Затем святой Иннокентий удалился в скит к преподобному отцу Нилу, на речку Сору. «Дико, пустынно и мрачно то место, где Нилом был основан скит, – писал известный исследователь Русской старины С. П. Шевырев. – Почва ровная, но болотистая, кругом лес, более хвойный, чем лиственный. Речка Сорка, давшая прозвище и угоднику Божию, не вьется, а тянется по этому месту и похожа более на стоячее болото, нежели на текучую воду. Среди различных угодий, которыми изобильна счастливая природа стран Белозерских, трудно отыскать место более грустное и уединенное, чем эта пустыня… Вид этого места с первого раза дает понять о том, чего искал здесь святой, и совершенно соответствует характеру его духовных созерцаний». Вместе со святым Нилом преподобный Иннокентий пожил лета богоугодные в посте и во бдении и в страхе Божием.
Подробных сведений о совместном пребывании святого Иннокентия с преподобным Нилом в Сорской пустыни не сохранилось. Известно только, что преподобный Нил, предвидя скорое свое к Богу отхождение, послал ученика своего, святого Иннокентия, в Вологодский уезд на Нурму реку и предсказал ему: «Бог тебя прославит там, и обитель у тебя будет общежительная. Моя же пустыня после смерти моей останется такою же, как при моей жизни, и братия по одному будут жить в келиях своих».
По преставлении преподобного старца Нила, пришел ученик его святой Иннокентий в Вологодские пределы на речку Еду, в селение так называемой Комельской волости, поселился здесь и положил основание обители. Это место было почти недоступно – непроходимые леса и дебри. Святый Иннокентий, погрузясь в глубину Комельского леса, избирает место для своей обители на реке Еде, или Елде, впадающей в реку Пежу, в 10-ти верстах от реки Нурмы. От Вологды обитель находилась к юго-востоку в 55-ти верстах, а от Грязовца – в 12-ти.
По Божию произволению, собралось у святого Иннокентия множество братии, и был он им наставником, учителем и вождем ко спасению. Так прожил он много лет.
И оставил он в обители перед своею кончиною завещание и предание свое братии, где сказано: «Написал я, убогий инок Иннокентий, такой завет. Если кому повелит Бог жить в пустыни нашей, то прежде всего о сем молю вас, Господа ради: поминайте меня, грешного, во святых молитвах своих. Я же вам, отцам и братиям нашим, до земли челом бью и завещаю вам, чтобы между вами не было ссор и споров, а были любовь о Христе и мир духовный. А юных и безбородых иноков не принимать и не постригать здесь таковых, и мирских людей, юных и безбородых, на службе не держать. Женщинам же в нашу пустынь совсем входа нет, и бессловесных животных женского рода в нашей пустыни не держать. И пьянственного пития совсем не следует нам иметь.
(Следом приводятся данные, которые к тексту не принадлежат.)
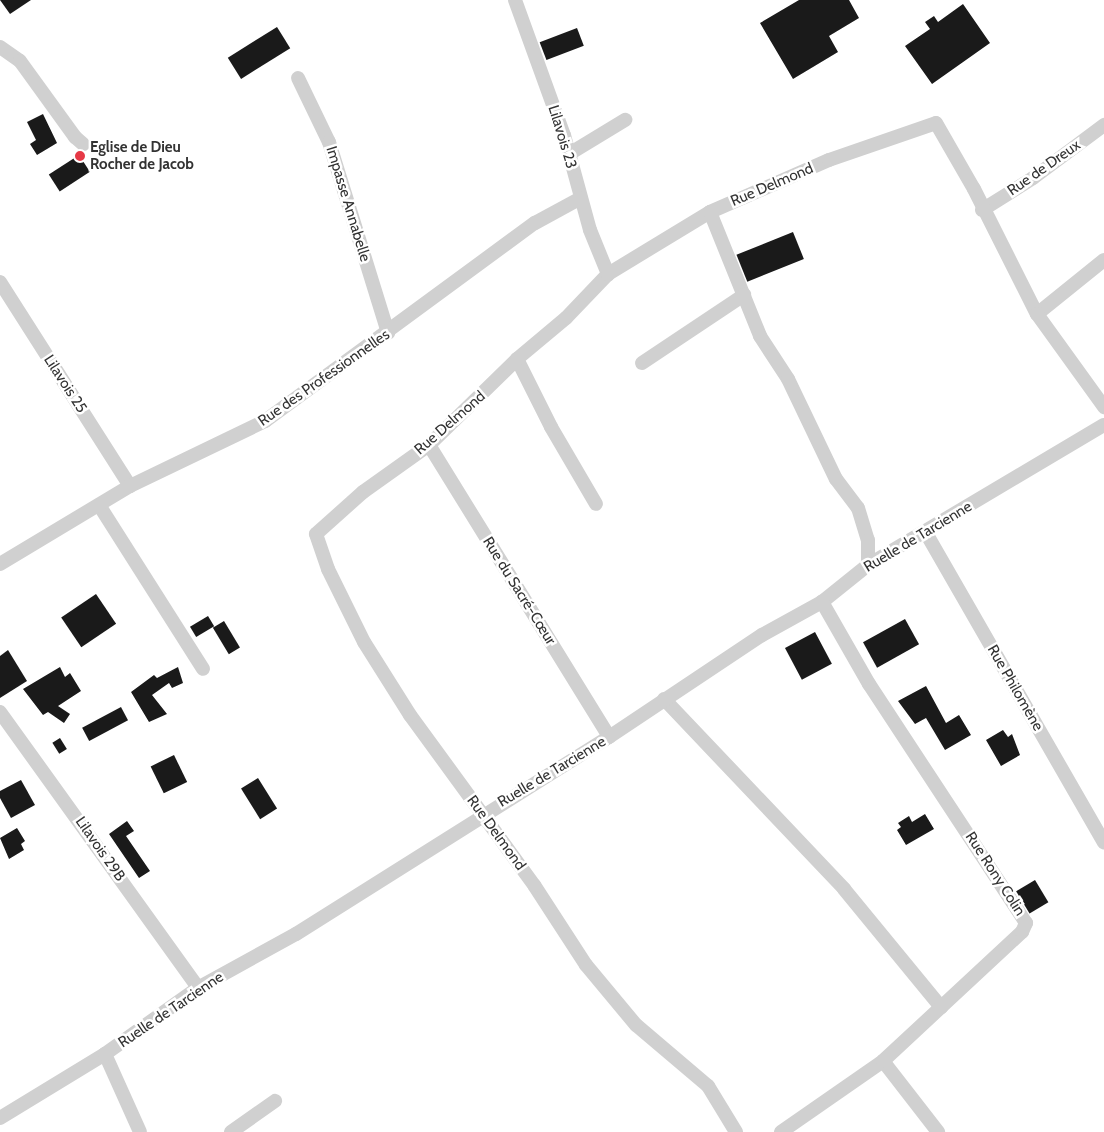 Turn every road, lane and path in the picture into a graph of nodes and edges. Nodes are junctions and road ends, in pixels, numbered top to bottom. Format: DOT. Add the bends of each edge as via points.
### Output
graph roads {
  1 [pos="515,0"];
  2 [pos="0,47"];
  3 [pos="298,78"];
  4 [pos="625,120"];
  5 [pos="1104,125"];
  6 [pos="83,144"];
  7 [pos="569,154"];
  8 [pos="581,198"];
  9 [pos="982,210"];
  10 [pos="710,212"];
  11 [pos="1104,260"];
  12 [pos="608,274"];
  13 [pos="0,282"];
  14 [pos="744,295"];
  15 [pos="1037,314"];
  16 [pos="388,333"];
  17 [pos="517,359"];
  18 [pos="642,362"];
  19 [pos="1104,407"];
  20 [pos="1104,425"];
  21 [pos="429,445"];
  22 [pos="130,486"];
  23 [pos="100,504"];
  24 [pos="596,504"];
  25 [pos="926,533"];
  26 [pos="0,564"];
  27 [pos="868,565"];
  28 [pos="822,602"];
  29 [pos="202,669"];
  30 [pos="664,699"];
  31 [pos="0,712"];
  32 [pos="610,737"];
  33 [pos="483,814"];
  34 [pos="1104,842"];
  35 [pos="198,988"];
  36 [pos="941,1007"];
  37 [pos="105,1054"];
  38 [pos="883,1060"];
  39 [pos="275,1101"];
  40 [pos="0,1118"];
  41 [pos="140,1132"];
  42 [pos="231,1132"];
  43 [pos="736,1132"];
  44 [pos="781,1132"];
  45 [pos="938,1132"];
  1 -- 7 [label="street, Lilavois 23"];
  2 -- 6 [label="street" via="20,61 74,137"];
  3 -- 16 [label="street, Impasse Annabelle" via="329,142"];
  4 -- 7 [label="street"];
  5 -- 9 [label="street, Rue de Dreux" via="1033,178"];
  7 -- 8 [label="street, Lilavois 23"];
  8 -- 12 [label="street, Lilavois 23"];
  8 -- 16 [label="street, Rue des Professionnelles" via="535,223"];
  9 -- 10 [label="street, Rue Delmond" via="974,189 936,124 829,160"];
  9 -- 15 [label="street, Rue Delmond"];
  10 -- 12 [label="street, Rue Delmond"];
  10 -- 14 [label="street"];
  11 -- 15 [label="street"];
  12 -- 17 [label="street, Rue Delmond" via="566,318"];
  13 -- 22 [label="street, Lilavois 25"];
  14 -- 18 [label="street"];
  14 -- 27 [label="street" via="760,336 788,379 836,479 858,508 868,540"];
  15 -- 19 [label="street, Rue Delmond"];
  16 -- 22 [label="street, Rue des Professionnelles" via="266,421"];
  17 -- 21 [label="street, Rue Delmond"];
  17 -- 24 [label="street"];
  20 -- 25 [label="street, Ruelle de Tarcienne"];
  21 -- 32 [label="street, Rue du Sacré-Cœur"];
  21 -- 33 [label="street, Rue Delmond" via="363,492 316,534 328,569 364,642 410,715"];
  22 -- 23 [label="street, Rue des Professionnelles"];
  23 -- 26 [label="street, Rue des Professionnelles"];
  23 -- 29 [label="street"];
  25 -- 27 [label="street, Ruelle de Tarcienne"];
  25 -- 34 [label="street, Rue Philomène"];
  27 -- 28 [label="street, Ruelle de Tarcienne"];
  28 -- 30 [label="street, Ruelle de Tarcienne"];
  28 -- 36 [label="street, Rue Rony Colin" via="869,684 1026,923 1022,932"];
  30 -- 32 [label="street, Ruelle de Tarcienne"];
  30 -- 36 [label="street" via="844,890"];
  31 -- 35 [label="street, Lilavois 29B"];
  32 -- 33 [label="street, Ruelle de Tarcienne"];
  33 -- 35 [label="street, Ruelle de Tarcienne" via="296,934"];
  33 -- 43 [label="street, Rue Delmond" via="586,966 636,1025 708,1086"];
  35 -- 37 [label="street, Ruelle de Tarcienne"];
  36 -- 38 [label="street, Rue Rony Colin"];
  37 -- 40 [label="street, Ruelle de Tarcienne"];
  37 -- 41 [label="street"];
  38 -- 44 [label="street, Rue Rony Colin"];
  38 -- 45 [label="street"];
  39 -- 42 [label="street"];
}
А о том, как пребывать в пустыни нашей, и о молитве, и о пении, и как питаться, и когда подобает исходить из пустыни потребы ради в благословенное время, и о рукоделии, и о прочем – обо всем этом установлено в написании господина нашего и учителя моего, преподобного и святого старца Нила».
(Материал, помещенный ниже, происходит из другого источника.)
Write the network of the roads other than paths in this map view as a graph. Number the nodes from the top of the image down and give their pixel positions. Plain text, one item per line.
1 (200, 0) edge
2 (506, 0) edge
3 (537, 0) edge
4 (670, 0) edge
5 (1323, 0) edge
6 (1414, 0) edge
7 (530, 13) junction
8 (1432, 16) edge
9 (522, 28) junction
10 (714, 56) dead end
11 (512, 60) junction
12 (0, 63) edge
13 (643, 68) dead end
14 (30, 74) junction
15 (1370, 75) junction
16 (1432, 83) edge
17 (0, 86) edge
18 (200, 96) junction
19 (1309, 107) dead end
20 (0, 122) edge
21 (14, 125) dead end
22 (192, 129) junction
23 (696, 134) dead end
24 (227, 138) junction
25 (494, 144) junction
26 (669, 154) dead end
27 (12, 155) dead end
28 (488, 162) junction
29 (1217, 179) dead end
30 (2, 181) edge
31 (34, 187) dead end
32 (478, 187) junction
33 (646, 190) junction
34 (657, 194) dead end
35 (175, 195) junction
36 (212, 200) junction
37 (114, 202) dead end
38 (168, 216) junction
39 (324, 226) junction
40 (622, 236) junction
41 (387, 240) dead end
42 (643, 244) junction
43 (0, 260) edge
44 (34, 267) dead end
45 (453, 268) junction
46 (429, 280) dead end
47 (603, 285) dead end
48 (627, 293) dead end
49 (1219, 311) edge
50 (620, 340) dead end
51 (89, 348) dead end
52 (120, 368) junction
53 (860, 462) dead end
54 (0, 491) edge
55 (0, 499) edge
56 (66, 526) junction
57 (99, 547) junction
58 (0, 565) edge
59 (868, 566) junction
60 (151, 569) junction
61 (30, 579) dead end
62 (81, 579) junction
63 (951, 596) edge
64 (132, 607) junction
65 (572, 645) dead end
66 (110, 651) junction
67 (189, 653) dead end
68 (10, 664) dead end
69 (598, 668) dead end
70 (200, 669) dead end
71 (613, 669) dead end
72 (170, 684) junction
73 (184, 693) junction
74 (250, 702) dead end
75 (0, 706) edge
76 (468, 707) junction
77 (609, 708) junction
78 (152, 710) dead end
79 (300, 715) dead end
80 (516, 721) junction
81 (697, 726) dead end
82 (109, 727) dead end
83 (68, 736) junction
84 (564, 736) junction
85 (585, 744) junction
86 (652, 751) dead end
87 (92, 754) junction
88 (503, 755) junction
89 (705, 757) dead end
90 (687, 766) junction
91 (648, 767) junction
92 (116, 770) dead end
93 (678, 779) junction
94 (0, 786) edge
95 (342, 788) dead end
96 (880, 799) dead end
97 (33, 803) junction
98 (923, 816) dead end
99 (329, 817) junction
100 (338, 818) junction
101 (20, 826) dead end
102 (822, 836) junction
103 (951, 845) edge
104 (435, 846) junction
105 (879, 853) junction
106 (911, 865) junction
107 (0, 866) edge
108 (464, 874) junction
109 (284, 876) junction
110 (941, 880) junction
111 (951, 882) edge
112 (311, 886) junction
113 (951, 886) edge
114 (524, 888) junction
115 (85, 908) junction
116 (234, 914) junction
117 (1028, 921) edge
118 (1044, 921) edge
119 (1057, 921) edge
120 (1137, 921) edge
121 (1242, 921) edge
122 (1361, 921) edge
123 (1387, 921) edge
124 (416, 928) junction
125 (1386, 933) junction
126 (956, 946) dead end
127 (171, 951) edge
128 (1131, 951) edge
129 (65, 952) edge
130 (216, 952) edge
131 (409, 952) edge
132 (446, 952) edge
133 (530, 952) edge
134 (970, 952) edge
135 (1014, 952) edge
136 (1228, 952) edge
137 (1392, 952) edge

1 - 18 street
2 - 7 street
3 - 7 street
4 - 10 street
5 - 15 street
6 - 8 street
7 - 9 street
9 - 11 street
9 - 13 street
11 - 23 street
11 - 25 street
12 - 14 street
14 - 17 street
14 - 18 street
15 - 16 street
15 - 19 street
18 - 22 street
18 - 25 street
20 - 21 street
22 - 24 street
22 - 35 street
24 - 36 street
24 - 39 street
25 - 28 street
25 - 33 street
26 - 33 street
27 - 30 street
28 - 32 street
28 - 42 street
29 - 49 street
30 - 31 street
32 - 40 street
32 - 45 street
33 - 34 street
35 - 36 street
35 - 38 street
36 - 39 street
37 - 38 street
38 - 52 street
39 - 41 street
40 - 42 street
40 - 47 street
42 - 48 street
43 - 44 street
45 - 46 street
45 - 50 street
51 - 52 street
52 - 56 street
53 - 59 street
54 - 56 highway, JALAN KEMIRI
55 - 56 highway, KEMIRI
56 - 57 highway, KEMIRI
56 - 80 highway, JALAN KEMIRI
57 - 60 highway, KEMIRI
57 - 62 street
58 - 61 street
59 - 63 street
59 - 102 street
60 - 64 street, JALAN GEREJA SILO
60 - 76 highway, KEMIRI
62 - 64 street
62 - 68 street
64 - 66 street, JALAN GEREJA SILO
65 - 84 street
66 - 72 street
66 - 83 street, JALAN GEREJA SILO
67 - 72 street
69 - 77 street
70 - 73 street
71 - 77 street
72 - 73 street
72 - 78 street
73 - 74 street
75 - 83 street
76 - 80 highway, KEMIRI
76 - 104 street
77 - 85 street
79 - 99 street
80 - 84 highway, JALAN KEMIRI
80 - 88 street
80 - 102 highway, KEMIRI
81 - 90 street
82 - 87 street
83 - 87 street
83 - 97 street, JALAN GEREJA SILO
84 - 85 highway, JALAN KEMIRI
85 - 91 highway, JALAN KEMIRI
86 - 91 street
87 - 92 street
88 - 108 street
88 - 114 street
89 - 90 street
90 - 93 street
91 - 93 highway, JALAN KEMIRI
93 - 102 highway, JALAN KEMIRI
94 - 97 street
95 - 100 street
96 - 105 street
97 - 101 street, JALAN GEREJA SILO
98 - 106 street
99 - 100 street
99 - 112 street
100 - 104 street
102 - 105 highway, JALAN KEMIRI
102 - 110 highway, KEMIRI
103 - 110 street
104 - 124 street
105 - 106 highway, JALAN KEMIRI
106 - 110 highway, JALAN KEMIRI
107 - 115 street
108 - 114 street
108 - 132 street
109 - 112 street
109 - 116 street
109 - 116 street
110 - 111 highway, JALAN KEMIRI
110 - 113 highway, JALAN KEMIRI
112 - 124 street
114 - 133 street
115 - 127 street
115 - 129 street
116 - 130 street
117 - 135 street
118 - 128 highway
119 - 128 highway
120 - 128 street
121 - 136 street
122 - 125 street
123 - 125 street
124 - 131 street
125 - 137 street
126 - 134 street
И еще завещал преподобный Иннокентий при жизни, пребывая с братиею в своей пустыни: «Если братия наша иноки, пребывающие в пустыни нашей, станут жить богоугодно и хранить заповеди Божии, и задумают церковь воздвигнуть, то это – на Божием благоволении и на их изволении, и, если благоволит Бог , пусть будет церковь во имя святого и великого Иоанна Предтечи, Крестителя Господня, в воспоминание третьего Обретения Честные его Главы, празднуемого мая в 25 день. Ибо сей великий Иоанн – наставник всем инокам и пустынножителям.
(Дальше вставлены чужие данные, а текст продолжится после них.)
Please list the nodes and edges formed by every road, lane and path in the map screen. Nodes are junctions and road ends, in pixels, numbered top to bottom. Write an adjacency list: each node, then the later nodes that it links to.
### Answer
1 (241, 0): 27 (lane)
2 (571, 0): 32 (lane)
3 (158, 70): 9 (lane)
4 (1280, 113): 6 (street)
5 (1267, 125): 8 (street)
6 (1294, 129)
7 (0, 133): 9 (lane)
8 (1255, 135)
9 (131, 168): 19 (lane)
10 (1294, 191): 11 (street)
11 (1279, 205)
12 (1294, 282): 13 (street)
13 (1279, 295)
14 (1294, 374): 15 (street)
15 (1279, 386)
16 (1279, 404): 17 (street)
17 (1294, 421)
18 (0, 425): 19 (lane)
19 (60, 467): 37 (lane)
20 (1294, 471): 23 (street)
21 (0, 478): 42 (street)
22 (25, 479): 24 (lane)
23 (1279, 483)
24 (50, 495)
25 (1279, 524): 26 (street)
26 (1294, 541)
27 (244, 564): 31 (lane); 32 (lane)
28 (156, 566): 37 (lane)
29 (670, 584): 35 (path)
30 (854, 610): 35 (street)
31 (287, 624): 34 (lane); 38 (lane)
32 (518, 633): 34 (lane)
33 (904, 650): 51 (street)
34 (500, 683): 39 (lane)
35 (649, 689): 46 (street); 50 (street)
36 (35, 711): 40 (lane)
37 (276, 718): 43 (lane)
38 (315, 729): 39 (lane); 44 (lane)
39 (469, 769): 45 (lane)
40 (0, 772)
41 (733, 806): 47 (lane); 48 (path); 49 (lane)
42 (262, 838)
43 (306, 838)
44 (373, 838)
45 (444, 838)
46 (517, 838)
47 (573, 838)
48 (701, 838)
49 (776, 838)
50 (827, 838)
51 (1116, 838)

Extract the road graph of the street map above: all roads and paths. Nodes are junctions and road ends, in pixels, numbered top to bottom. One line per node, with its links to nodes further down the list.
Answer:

Если какой-либо инок из братии нашей пустыни не захочет проводить свою жизнь по Божиим заповедям, по написанию господина нашего и учителя, старца Нила, и по сему нашему писанию, но пожелает жить самочинно и самовольно, такового брата настоятель и братия пусть накажут. Если же он после наказания не исправится, то пусть настоятель с братиею удалят его из пустыни, как мякину от жита, без всякой боязни, по сему нашему завещанию. Если же тот брат раскается и пожелает проводить свою жизнь по Божиим заповедям, по преданию святых отцов, по писанию господина и учителя моего, старца Нила, и по сему нашему завету, то пусть настоятель и братия примут его в пустынь сию.
Это я, инок Иннокентий, написал, чтобы так исполняли после моей смерти».
При некоторых списках Предания святого Нила Сорского ученикам своим о жительстве скитском, сохранилось «Надсловие на книгу блаженного Нила Сорского », сочиненное, по преданию, учеником его Иннокентием. В этом «Надсловии» сначала говорится об освобождении от страстей и очищении сердца от помыслов злых. Средством к сему, главным образом, должно являться не одно внешнее моление, а моление и хранение внутреннее. Затем говорится о трех чинах монашеского жительства (общежительном, скитском и отшельническом), о совместном пребывании двух или трех братий, которое именуется «царским путем», или «средним», и о уединенном для единого инока пребывании. «Надсловие» предпочитает царский путь, среднее иноческое жительство, скитское, особенно для иноков, начинающих свой подвиг, на полное же уединение советует решаться только совершенному и очищенному от всякой страсти иноку.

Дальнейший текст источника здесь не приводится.